• Supplied material
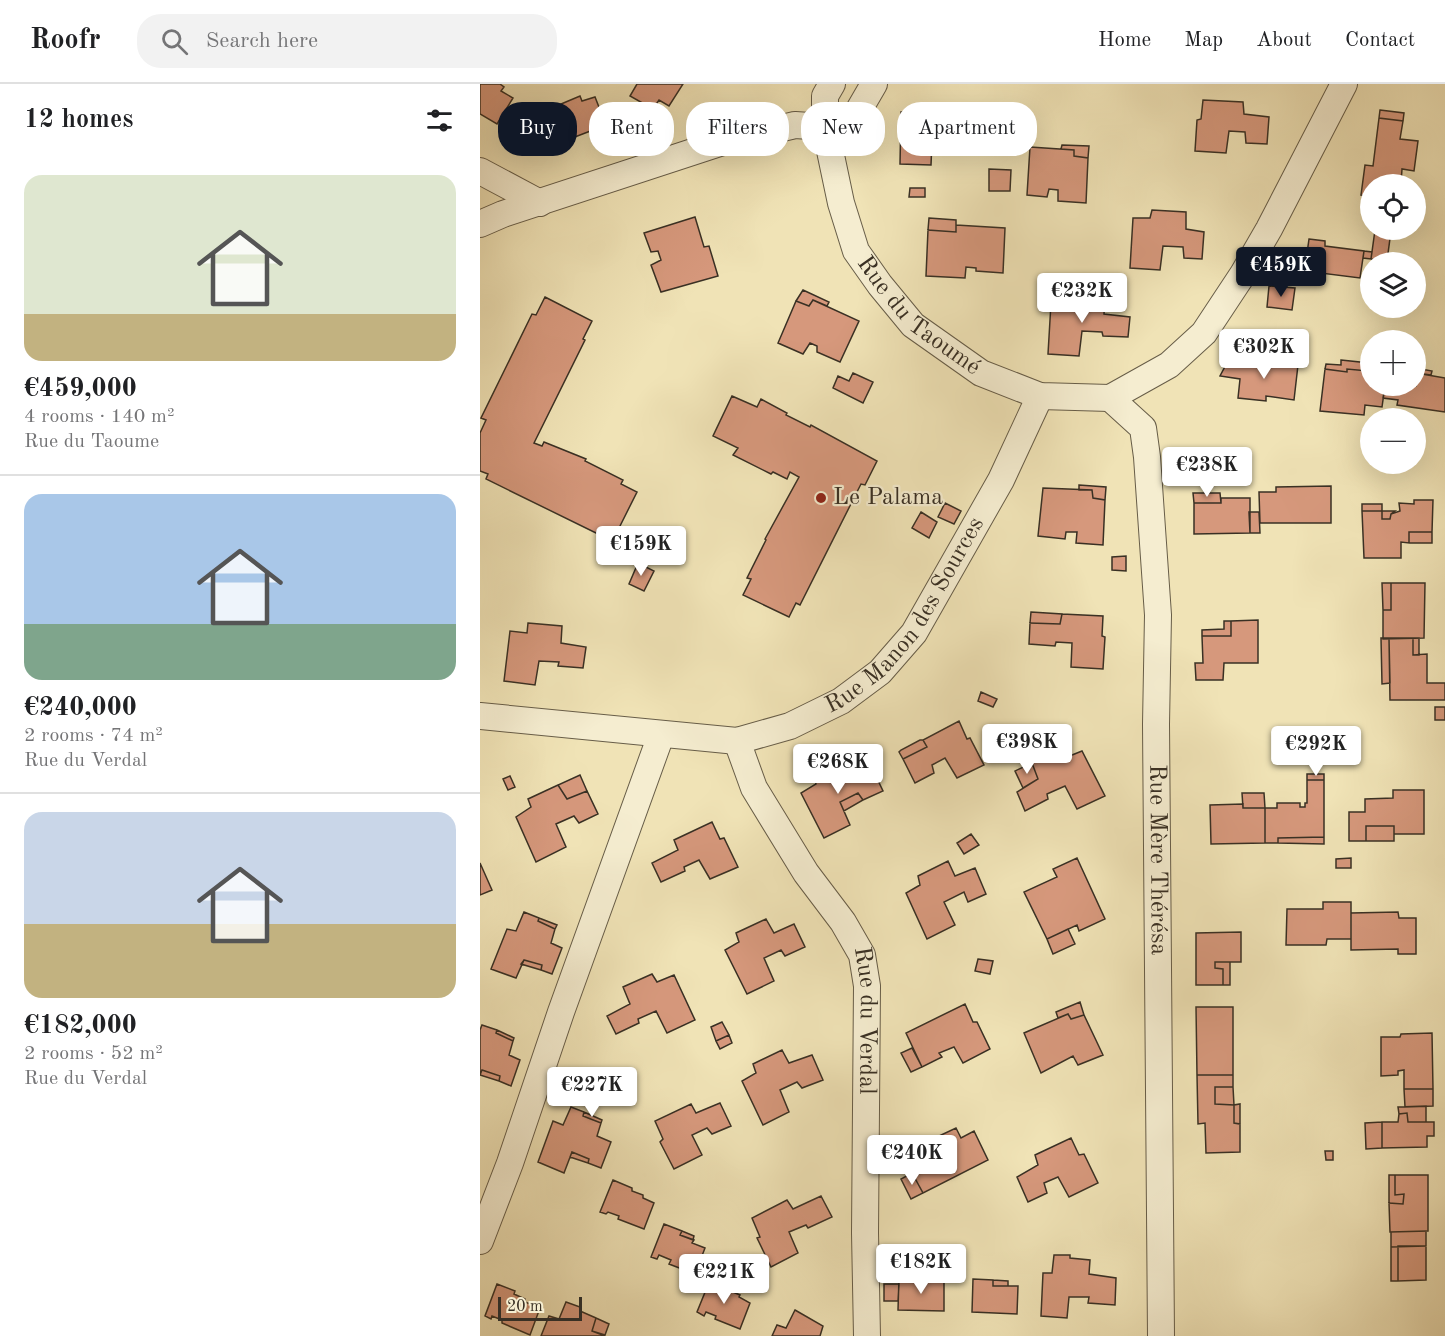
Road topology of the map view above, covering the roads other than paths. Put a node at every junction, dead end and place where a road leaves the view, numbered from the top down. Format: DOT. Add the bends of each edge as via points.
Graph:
graph roads {
  1 [pos="832,84"];
  2 [pos="874,84"];
  3 [pos="1344,84"];
  4 [pos="825,102"];
  5 [pos="864,102"];
  6 [pos="801,126"];
  7 [pos="831,156"];
  8 [pos="480,171"];
  9 [pos="540,202"];
  10 [pos="480,224"];
  11 [pos="1040,396"];
  12 [pos="1110,398"];
  13 [pos="480,716"];
  14 [pos="661,735"];
  15 [pos="737,741"];
  16 [pos="480,1240"];
  17 [pos="867,1336"];
  18 [pos="1161,1336"];
  1 -- 4 [label="street, Rue du Taoumé"];
  2 -- 5 [label="street"];
  3 -- 12 [label="street" via="1269,229 1204,333 1169,365"];
  6 -- 9 [label="street" via="723,142"];
  7 -- 11 [label="street, Rue du Taoumé" via="856,251 913,325 981,373"];
  8 -- 9 [label="street"];
  9 -- 10 [label="street"];
  11 -- 12 [label="street, Rue du Taoumé"];
  11 -- 15 [label="street, Rue Manon des Sources" via="1000,480 914,633 880,672 841,701 790,726"];
  12 -- 18 [label="street, Rue Mère Thérésa" via="1143,428 1158,615"];
  13 -- 14 [label="street, Rue Manon des Sources"];
  14 -- 15 [label="street, Rue Manon des Sources"];
  14 -- 16 [label="street"];
  15 -- 17 [label="street, Rue du Verdal" via="754,788 862,955 867,986"];
}
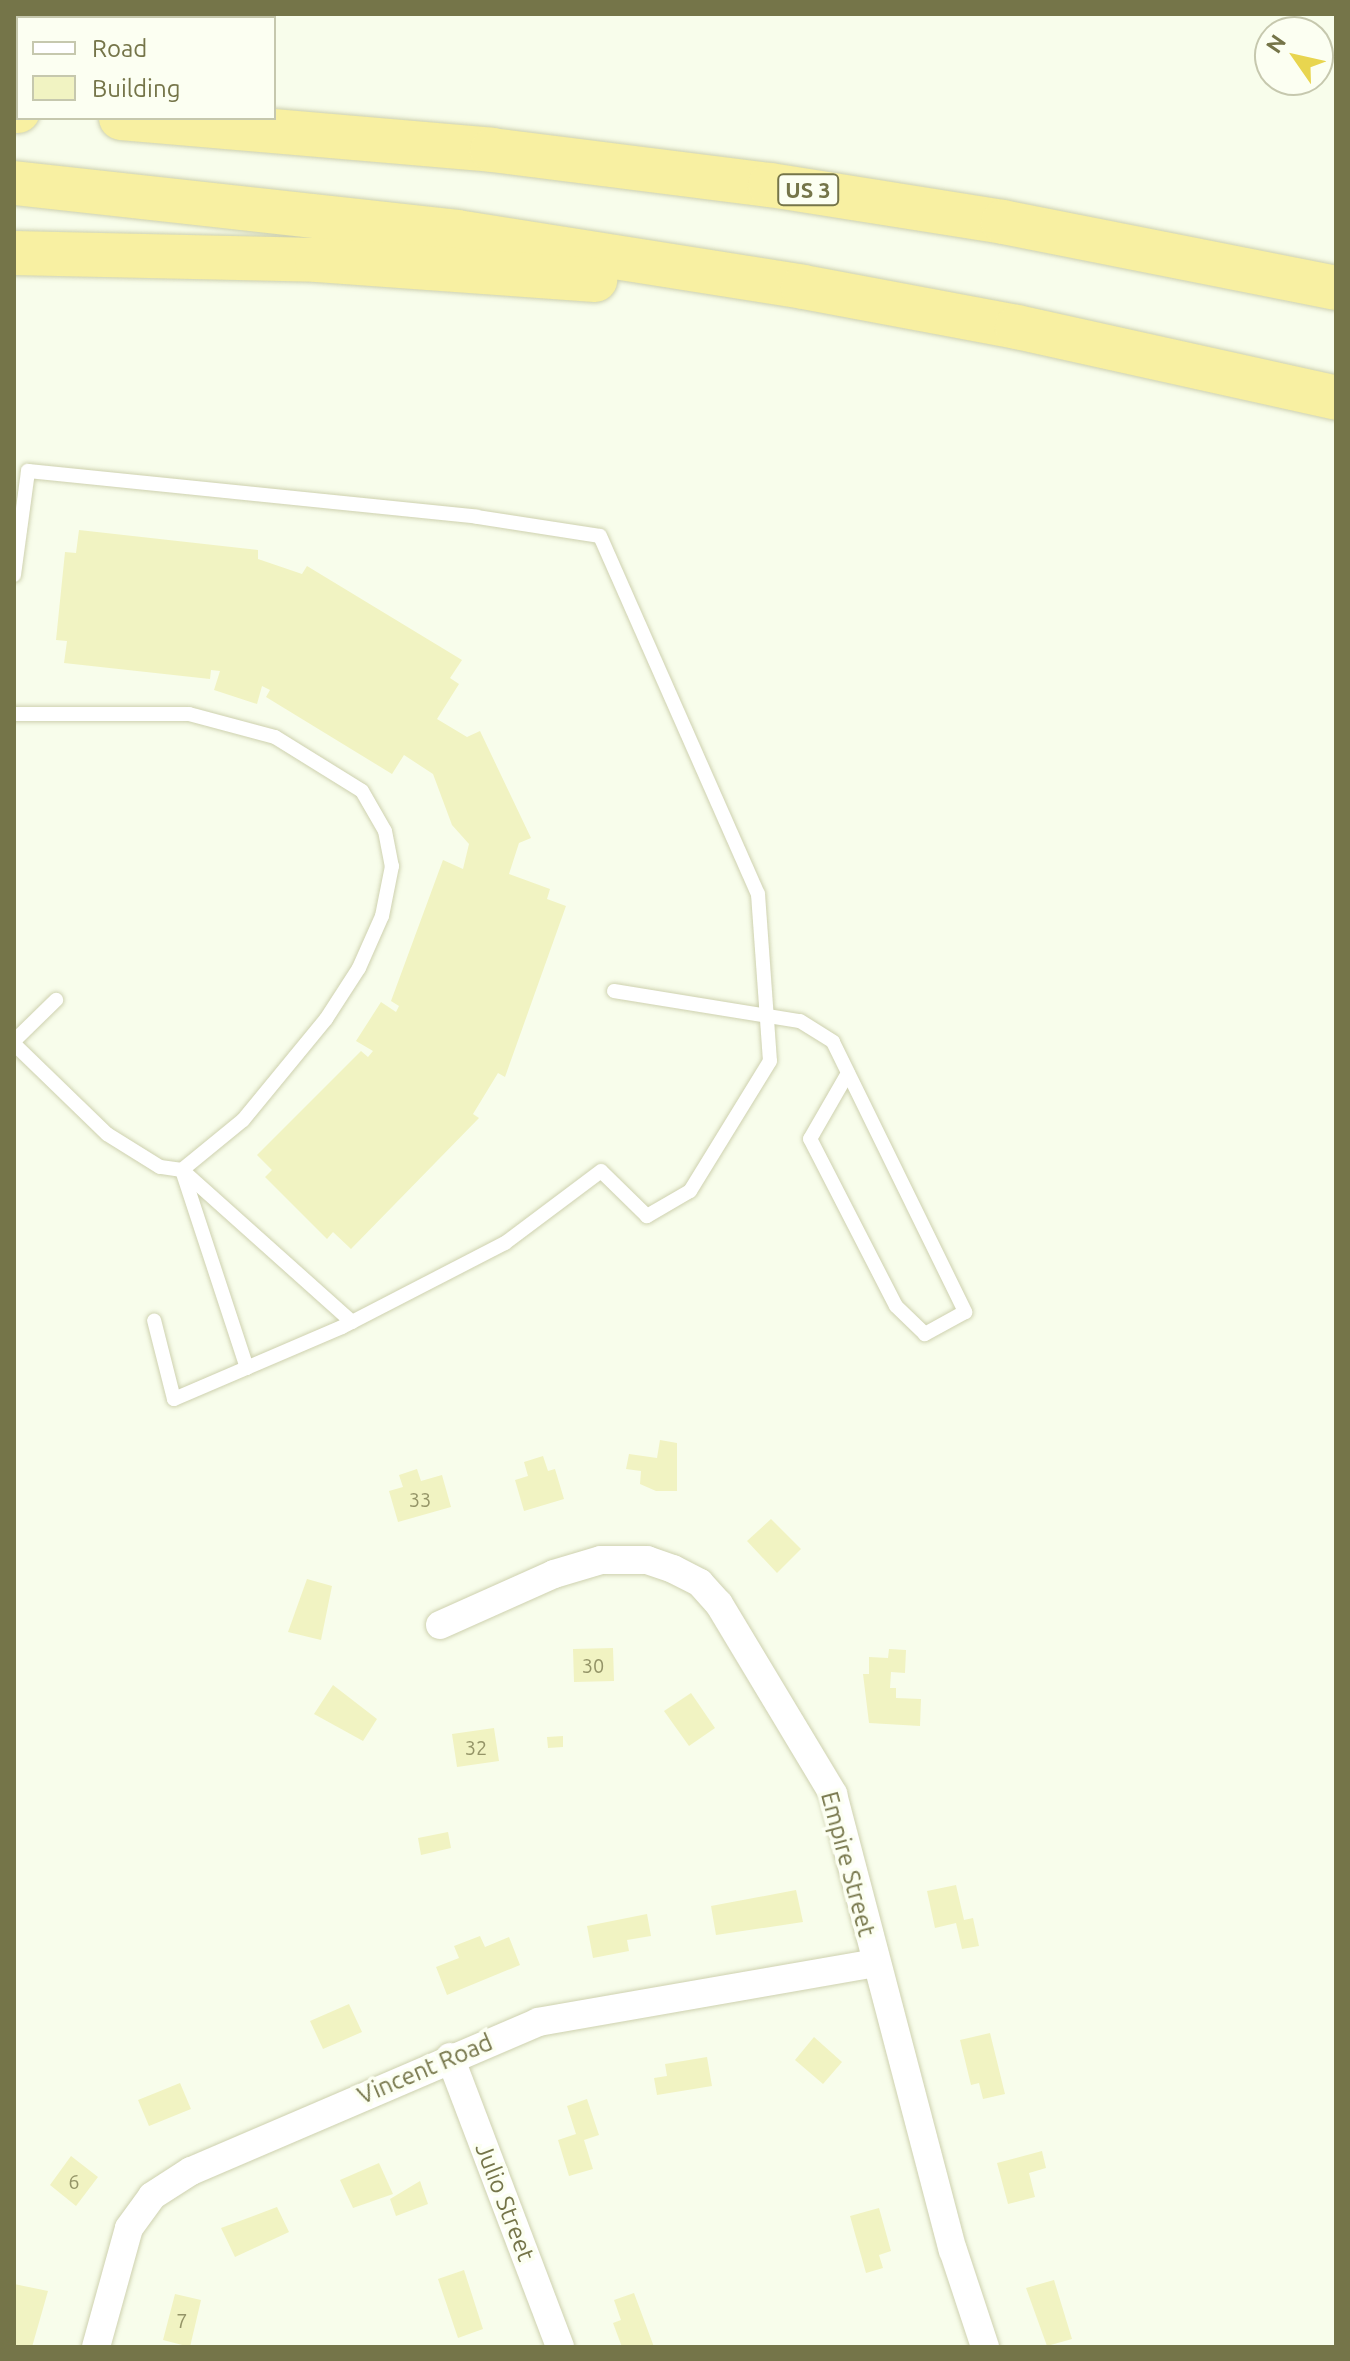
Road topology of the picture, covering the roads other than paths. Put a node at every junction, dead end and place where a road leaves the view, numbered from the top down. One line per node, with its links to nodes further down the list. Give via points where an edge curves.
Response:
1 (144, 120): 5 (highway, US 3, via 492,150 770,185 1003,222)
2 (14, 183): 4 (highway, via 457,232)
3 (14, 253): 4 (highway, via 317,260 645,284)
4 (803, 287): 6 (highway, via 1017,327)
5 (1336, 288)
6 (1336, 398)
7 (14, 575): 11 (lane, via 28,471 477,517 600,536 758,894)
8 (14, 714): 14 (lane, via 189,714 230,720 325,763 362,791 385,831 392,866 382,916 359,968 292,1068 199,1162)
9 (614, 991): 11 (lane)
10 (56, 1000): 12 (lane)
11 (767, 1015): 13 (lane, via 800,1021 833,1042); 16 (lane, via 770,1061 690,1191 647,1216 601,1171 505,1243)
12 (14, 1042): 14 (lane, via 107,1134 160,1167)
13 (848, 1073): 13 (lane, via 965,1312 925,1334 896,1306 810,1139)
14 (182, 1170): 16 (lane); 17 (lane)
15 (154, 1320): 17 (lane, via 174,1399)
16 (352, 1322): 17 (lane)
17 (247, 1368)
18 (440, 1625): 19 (street, Empire Street, via 554,1574 601,1560 647,1560 700,1583 746,1645 833,1794)
19 (875, 1963): 20 (street, Vincent Road, via 561,2016); 23 (street, Empire Street)
20 (450, 2057): 21 (street, Vincent Road, via 163,2188 122,2242); 22 (street, Julio Street)
21 (96, 2347)
22 (560, 2347)
23 (985, 2347)

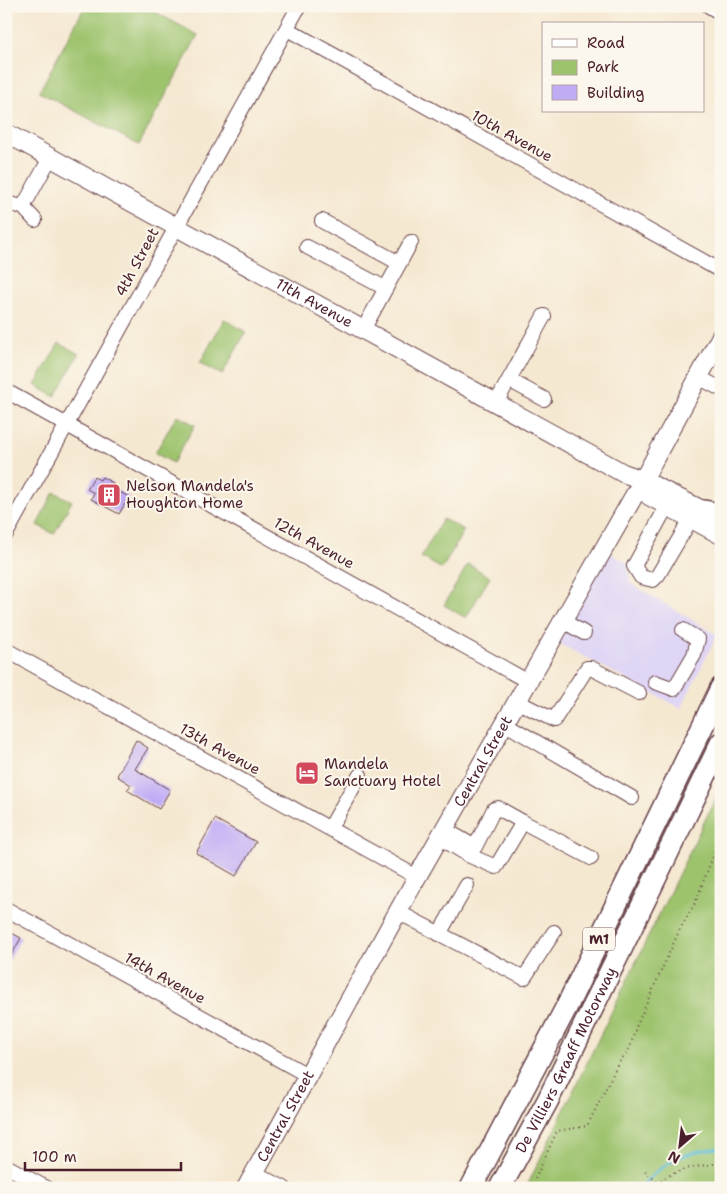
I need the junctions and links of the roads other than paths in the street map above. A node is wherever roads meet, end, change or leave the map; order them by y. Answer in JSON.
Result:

• Problem statement
Drop the pictures and copy the data exactly.

• Response to this exercise
Road topology of the map view above, covering the roads other than paths. Put a node at every junction, dead end and place where a road leaves the view, numbered from the top down. Format: DOT. Add the bends of each edge as via points.
Graph:
graph roads {
  1 [pos="832,84"];
  2 [pos="874,84"];
  3 [pos="1344,84"];
  4 [pos="825,102"];
  5 [pos="864,102"];
  6 [pos="801,126"];
  7 [pos="831,156"];
  8 [pos="480,171"];
  9 [pos="540,202"];
  10 [pos="480,224"];
  11 [pos="1040,396"];
  12 [pos="1110,398"];
  13 [pos="480,716"];
  14 [pos="661,735"];
  15 [pos="737,741"];
  16 [pos="480,1240"];
  17 [pos="867,1336"];
  18 [pos="1161,1336"];
  1 -- 4 [label="street, Rue du Taoumé"];
  2 -- 5 [label="street"];
  3 -- 12 [label="street" via="1269,229 1204,333 1169,365"];
  6 -- 9 [label="street" via="723,142"];
  7 -- 11 [label="street, Rue du Taoumé" via="856,251 913,325 981,373"];
  8 -- 9 [label="street"];
  9 -- 10 [label="street"];
  11 -- 12 [label="street, Rue du Taoumé"];
  11 -- 15 [label="street, Rue Manon des Sources" via="1000,480 914,633 880,672 841,701 790,726"];
  12 -- 18 [label="street, Rue Mère Thérésa" via="1143,428 1158,615"];
  13 -- 14 [label="street, Rue Manon des Sources"];
  14 -- 15 [label="street, Rue Manon des Sources"];
  14 -- 16 [label="street"];
  15 -- 17 [label="street, Rue du Verdal" via="754,788 862,955 867,986"];
}
Road topology of the picture, covering the roads other than paths. Put a node at every junction, dead end and place where a road leaves the view, numbered from the top down. One line per node, with its links to nodes further down the list. Give via points where an edge curves.
Response:
1 (144, 120): 5 (highway, US 3, via 492,150 770,185 1003,222)
2 (14, 183): 4 (highway, via 457,232)
3 (14, 253): 4 (highway, via 317,260 645,284)
4 (803, 287): 6 (highway, via 1017,327)
5 (1336, 288)
6 (1336, 398)
7 (14, 575): 11 (lane, via 28,471 477,517 600,536 758,894)
8 (14, 714): 14 (lane, via 189,714 230,720 325,763 362,791 385,831 392,866 382,916 359,968 292,1068 199,1162)
9 (614, 991): 11 (lane)
10 (56, 1000): 12 (lane)
11 (767, 1015): 13 (lane, via 800,1021 833,1042); 16 (lane, via 770,1061 690,1191 647,1216 601,1171 505,1243)
12 (14, 1042): 14 (lane, via 107,1134 160,1167)
13 (848, 1073): 13 (lane, via 965,1312 925,1334 896,1306 810,1139)
14 (182, 1170): 16 (lane); 17 (lane)
15 (154, 1320): 17 (lane, via 174,1399)
16 (352, 1322): 17 (lane)
17 (247, 1368)
18 (440, 1625): 19 (street, Empire Street, via 554,1574 601,1560 647,1560 700,1583 746,1645 833,1794)
19 (875, 1963): 20 (street, Vincent Road, via 561,2016); 23 (street, Empire Street)
20 (450, 2057): 21 (street, Vincent Road, via 163,2188 122,2242); 22 (street, Julio Street)
21 (96, 2347)
22 (560, 2347)
23 (985, 2347)

I need the junctions and links of the roads other than paths in the street map above. A node is wherever roads meet, end, change or leave the map; order them by y. Answer in JSON.
Result:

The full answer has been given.